El edificio podríamos decir que es como un gran barco secreto y oculto en la montaña. No se ve desde el pueblo de Güigüe. Los brazos de la cruz se encuentran flotando sobre el terreno y lo único que los sujeta a la tierra es “la oración”, representada por su “claustro” (corazón) y por “la iglesia” (cabeza), que como ancla lanzada desde el cielo fija de manera perfecta la construcción al territorio, apropiándoselo.
    La Abadía es una pequeña ciudad dentro de un lugar favorecido por la naturaleza, que se arma por el cruce de dos ejes: el Norte-Sur, dominado por la oración y el trabajo, y el Este-Oeste, marcado por la permanencia y silencio de las celdas de los monjes y la hospedería. El brazo de las celdas de los monjes tiene la vista privilegiada del Lago de Valencia; su brazo opuesto, el de las habitaciones de los huéspedes, se orienta hacia un bosque frondoso, con variadas especies vegetales y fauna.
    La forma del edificio contribuye con la atmósfera de paz y silencio que debe reinar en un lugar dedicado a la oración. Los monjes, además del hospedaje y comodidades necesarias, brindan la paz y la tranquilidad para que el huésped pueda encontrarse consigo mismo. La edificación, por su lado Norte, contacta con el exterior a través de un espacio intermedio —o Nártex— que se conecta a una plazoleta de acceso a la iglesia, desde donde se puede admirar el paisaje dominado por la presencia del Lago de Valencia. Alrededor del edificio se conformó una serie de planos inclinados de topografía modificada, con leves pendientes de grama, que le da realce al conjunto. También frente al comedor y la cocina se puede disfrutar de un gazebo, en una plataforma jardín que vincula el piso noble del edificio con las escalinatas que bajan al terreno firme desde donde, por caminos articulados entre la vegetación del bosque, se llega al lugar donde reposan los monjes fallecidos, entre los cuales está el Padre Otto Lohner, personaje clave en la concepción y realización de esta maravillosa obra.

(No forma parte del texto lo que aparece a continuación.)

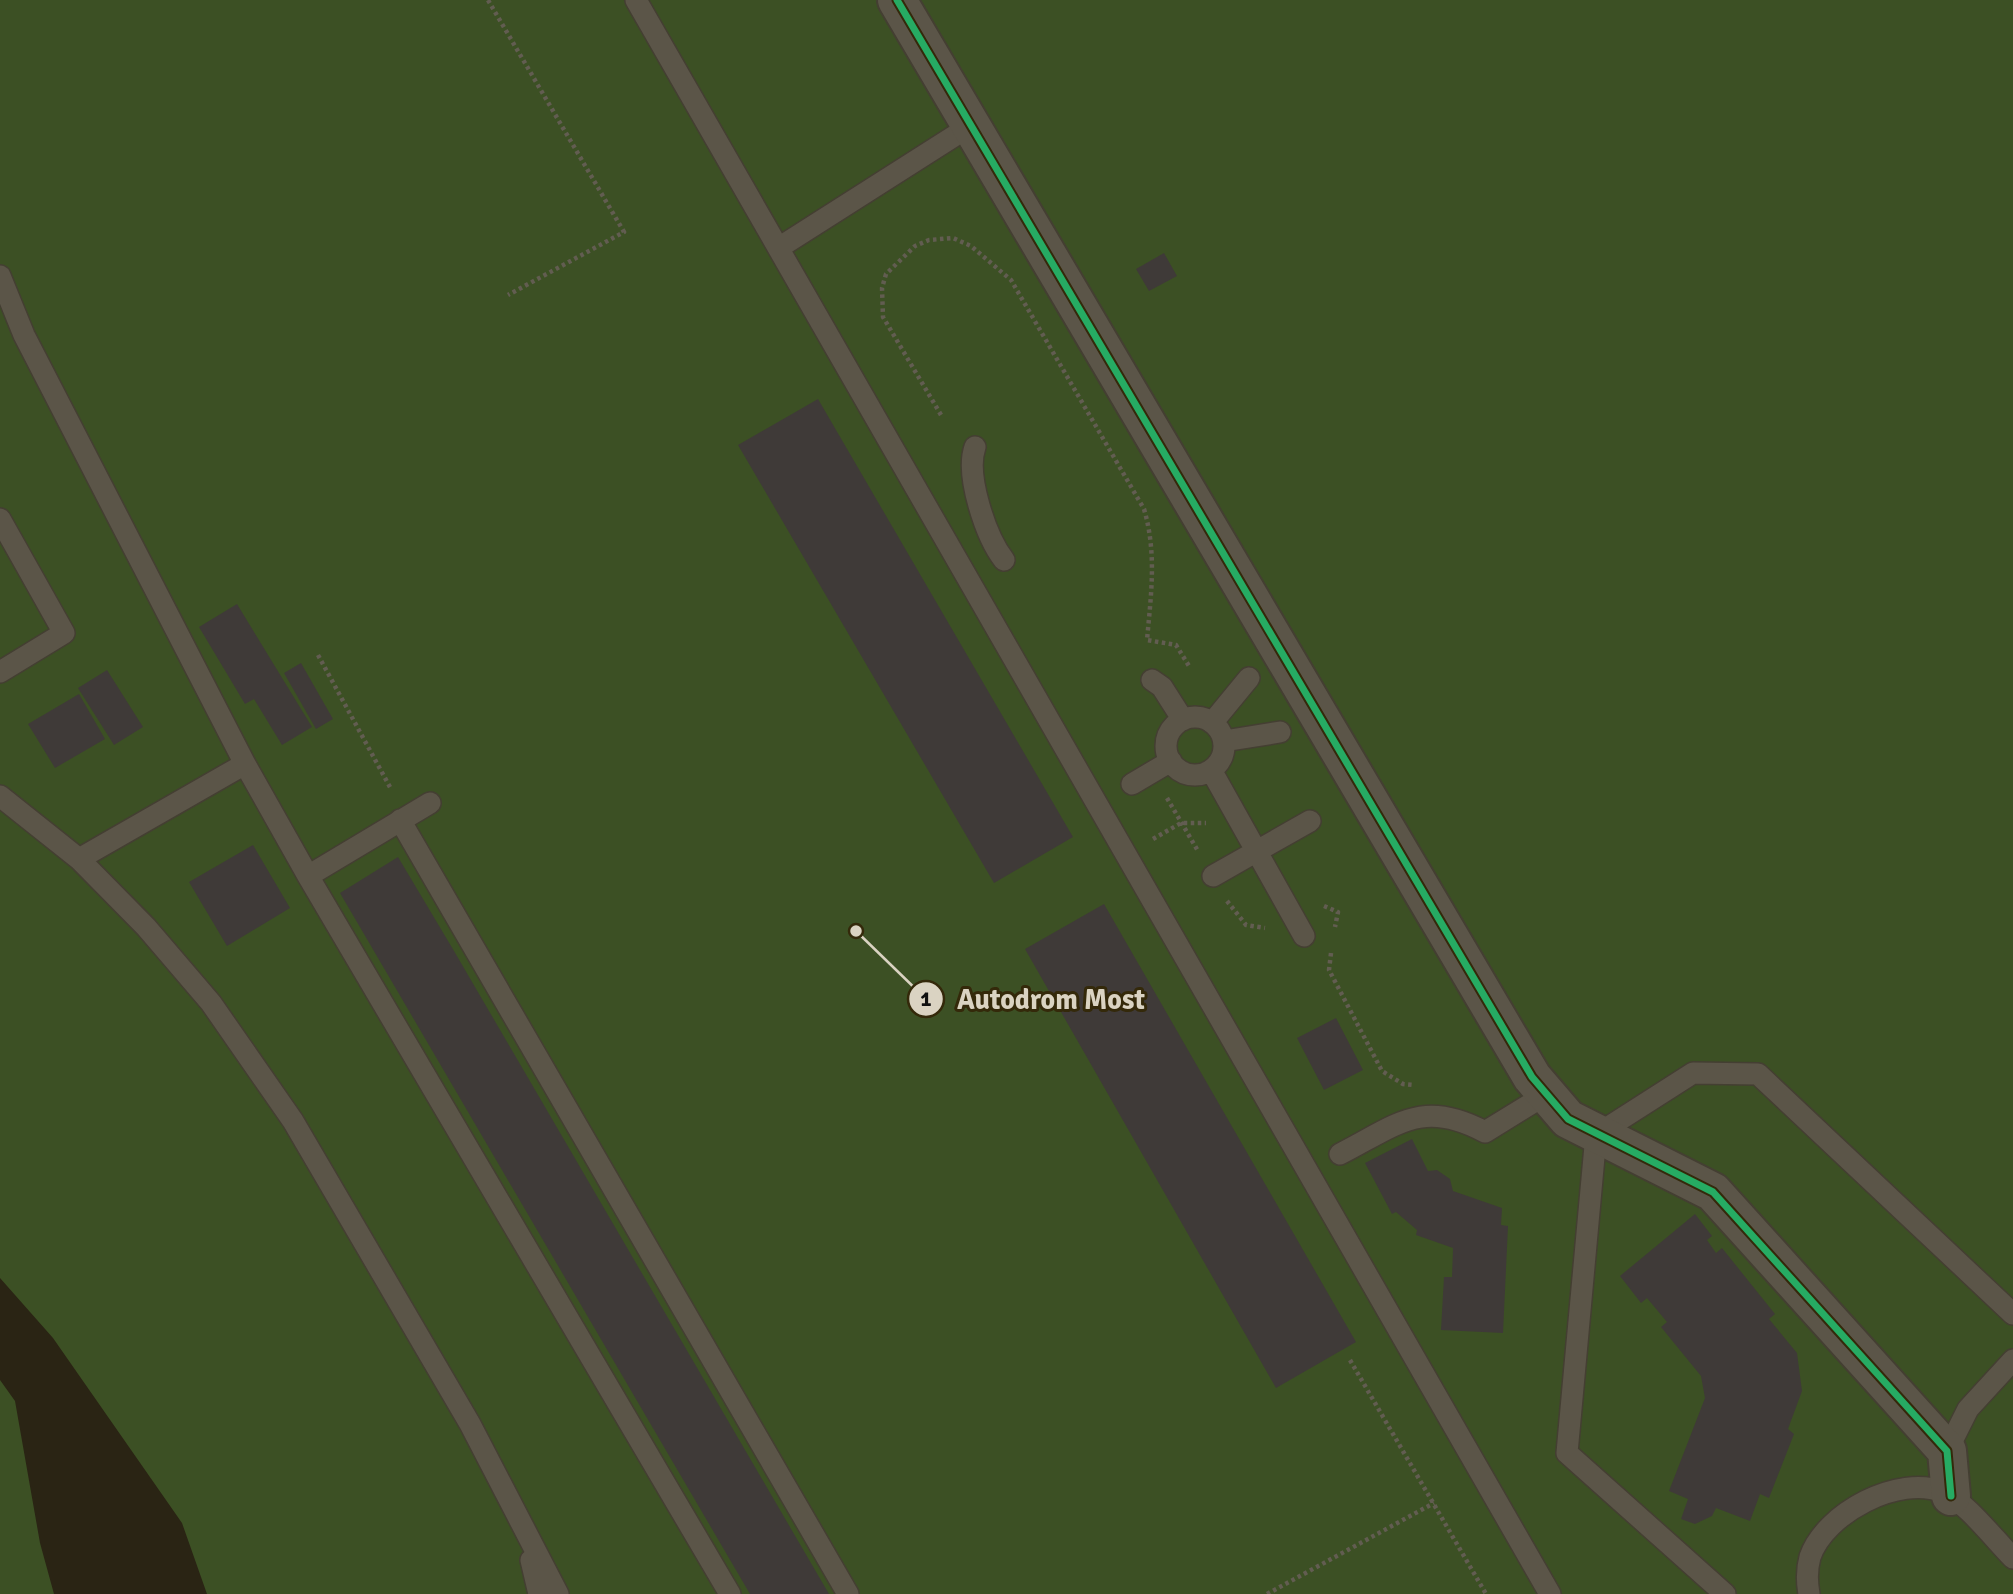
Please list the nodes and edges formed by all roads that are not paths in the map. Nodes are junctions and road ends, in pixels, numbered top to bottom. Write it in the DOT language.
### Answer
graph roads {
  1 [pos="636,0"];
  2 [pos="897,0"];
  3 [pos="970,126"];
  4 [pos="780,247"];
  5 [pos="0,276"];
  6 [pos="975,447"];
  7 [pos="0,519"];
  8 [pos="1004,560"];
  9 [pos="0,672"];
  10 [pos="1249,678"];
  11 [pos="1152,680"];
  12 [pos="1183,720"];
  13 [pos="1218,732"];
  14 [pos="1280,732"];
  15 [pos="1171,761"];
  16 [pos="245,764"];
  17 [pos="1211,770"];
  18 [pos="1132,784"];
  19 [pos="0,796"];
  20 [pos="430,803"];
  21 [pos="403,818"];
  22 [pos="1310,821"];
  23 [pos="1258,851"];
  24 [pos="79,859"];
  25 [pos="308,876"];
  26 [pos="1213,876"];
  27 [pos="1304,936"];
  28 [pos="1545,1095"];
  29 [pos="1595,1135"];
  30 [pos="1340,1154"];
  31 [pos="2013,1314"];
  32 [pos="2013,1360"];
  33 [pos="1947,1451"];
  34 [pos="1951,1496"];
  35 [pos="525,1530"];
  36 [pos="2013,1558"];
  37 [pos="539,1594"];
  38 [pos="558,1594"];
  39 [pos="730,1594"];
  40 [pos="848,1594"];
  41 [pos="1550,1594"];
  42 [pos="1725,1594"];
  43 [pos="1809,1594"];
  1 -- 4 [label="lane"];
  2 -- 3 [label="street"];
  3 -- 4 [label="lane"];
  3 -- 28 [label="street"];
  4 -- 41 [label="lane"];
  5 -- 16 [label="lane"];
  6 -- 8 [label="lane"];
  7 -- 9 [label="lane"];
  10 -- 13 [label="lane"];
  11 -- 12 [label="lane"];
  12 -- 13 [label="lane"];
  12 -- 15 [label="lane"];
  13 -- 14 [label="lane"];
  13 -- 17 [label="lane"];
  15 -- 17 [label="lane"];
  15 -- 18 [label="lane"];
  16 -- 24 [label="lane"];
  16 -- 25 [label="lane"];
  17 -- 23 [label="lane"];
  19 -- 24 [label="lane"];
  20 -- 21 [label="lane"];
  21 -- 25 [label="lane"];
  21 -- 40 [label="lane"];
  22 -- 23 [label="lane"];
  23 -- 26 [label="lane"];
  23 -- 27 [label="lane"];
  24 -- 35 [label="lane"];
  25 -- 39 [label="lane"];
  28 -- 29 [label="street"];
  28 -- 30 [label="lane"];
  29 -- 31 [label="lane"];
  29 -- 33 [label="street"];
  29 -- 42 [label="lane"];
  32 -- 33 [label="lane"];
  33 -- 34 [label="street"];
  34 -- 36 [label="lane"];
  34 -- 43 [label="lane"];
  35 -- 37 [label="lane"];
  35 -- 38 [label="lane"];
}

    Dicen que una obra maestra de arquitectura es viable si se dan tres condiciones ideales: un excelente arquitecto, un cliente oficioso y un constructor eficiente. Alabemos a Dios porque en esta edificación se cumplieron a cabalidad estas tres condiciones, dejando como resultado una invalorable herencia para la Venezuela de hoy y del mañana.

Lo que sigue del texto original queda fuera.